**What is needed**
The entries below are to be copied exactly, with nothing left out.

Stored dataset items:
BEGIN

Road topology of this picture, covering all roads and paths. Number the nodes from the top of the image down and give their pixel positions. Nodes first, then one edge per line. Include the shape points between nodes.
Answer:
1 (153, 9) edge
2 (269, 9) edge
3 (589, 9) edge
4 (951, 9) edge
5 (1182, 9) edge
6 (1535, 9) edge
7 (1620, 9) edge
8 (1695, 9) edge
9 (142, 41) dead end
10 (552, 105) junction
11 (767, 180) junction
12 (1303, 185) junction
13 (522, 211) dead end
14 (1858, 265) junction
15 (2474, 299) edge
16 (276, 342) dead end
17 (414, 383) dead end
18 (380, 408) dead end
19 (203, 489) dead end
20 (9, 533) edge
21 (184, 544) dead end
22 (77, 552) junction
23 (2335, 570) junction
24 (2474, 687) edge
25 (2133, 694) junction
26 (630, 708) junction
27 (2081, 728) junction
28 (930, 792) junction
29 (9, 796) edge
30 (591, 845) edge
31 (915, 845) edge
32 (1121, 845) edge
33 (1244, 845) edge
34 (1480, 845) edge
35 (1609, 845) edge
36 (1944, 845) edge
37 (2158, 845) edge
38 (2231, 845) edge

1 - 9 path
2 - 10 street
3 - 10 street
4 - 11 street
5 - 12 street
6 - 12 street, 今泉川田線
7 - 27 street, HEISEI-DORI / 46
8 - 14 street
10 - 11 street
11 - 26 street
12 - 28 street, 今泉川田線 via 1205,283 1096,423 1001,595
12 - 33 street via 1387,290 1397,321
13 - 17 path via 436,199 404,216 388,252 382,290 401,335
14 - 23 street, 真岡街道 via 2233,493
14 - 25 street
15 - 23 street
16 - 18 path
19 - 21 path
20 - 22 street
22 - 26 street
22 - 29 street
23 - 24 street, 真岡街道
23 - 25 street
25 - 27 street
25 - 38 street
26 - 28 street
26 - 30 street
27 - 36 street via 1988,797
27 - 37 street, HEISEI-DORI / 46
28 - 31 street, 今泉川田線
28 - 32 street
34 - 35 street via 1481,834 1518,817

END

**Written response**
Road topology of this picture, covering all roads and paths. Number the nodes from the top of the image down and give their pixel positions. Nodes first, then one edge per line. Include the shape points between nodes.
Answer:
1 (153, 9) edge
2 (269, 9) edge
3 (589, 9) edge
4 (951, 9) edge
5 (1182, 9) edge
6 (1535, 9) edge
7 (1620, 9) edge
8 (1695, 9) edge
9 (142, 41) dead end
10 (552, 105) junction
11 (767, 180) junction
12 (1303, 185) junction
13 (522, 211) dead end
14 (1858, 265) junction
15 (2474, 299) edge
16 (276, 342) dead end
17 (414, 383) dead end
18 (380, 408) dead end
19 (203, 489) dead end
20 (9, 533) edge
21 (184, 544) dead end
22 (77, 552) junction
23 (2335, 570) junction
24 (2474, 687) edge
25 (2133, 694) junction
26 (630, 708) junction
27 (2081, 728) junction
28 (930, 792) junction
29 (9, 796) edge
30 (591, 845) edge
31 (915, 845) edge
32 (1121, 845) edge
33 (1244, 845) edge
34 (1480, 845) edge
35 (1609, 845) edge
36 (1944, 845) edge
37 (2158, 845) edge
38 (2231, 845) edge

1 - 9 path
2 - 10 street
3 - 10 street
4 - 11 street
5 - 12 street
6 - 12 street, 今泉川田線
7 - 27 street, HEISEI-DORI / 46
8 - 14 street
10 - 11 street
11 - 26 street
12 - 28 street, 今泉川田線 via 1205,283 1096,423 1001,595
12 - 33 street via 1387,290 1397,321
13 - 17 path via 436,199 404,216 388,252 382,290 401,335
14 - 23 street, 真岡街道 via 2233,493
14 - 25 street
15 - 23 street
16 - 18 path
19 - 21 path
20 - 22 street
22 - 26 street
22 - 29 street
23 - 24 street, 真岡街道
23 - 25 street
25 - 27 street
25 - 38 street
26 - 28 street
26 - 30 street
27 - 36 street via 1988,797
27 - 37 street, HEISEI-DORI / 46
28 - 31 street, 今泉川田線
28 - 32 street
34 - 35 street via 1481,834 1518,817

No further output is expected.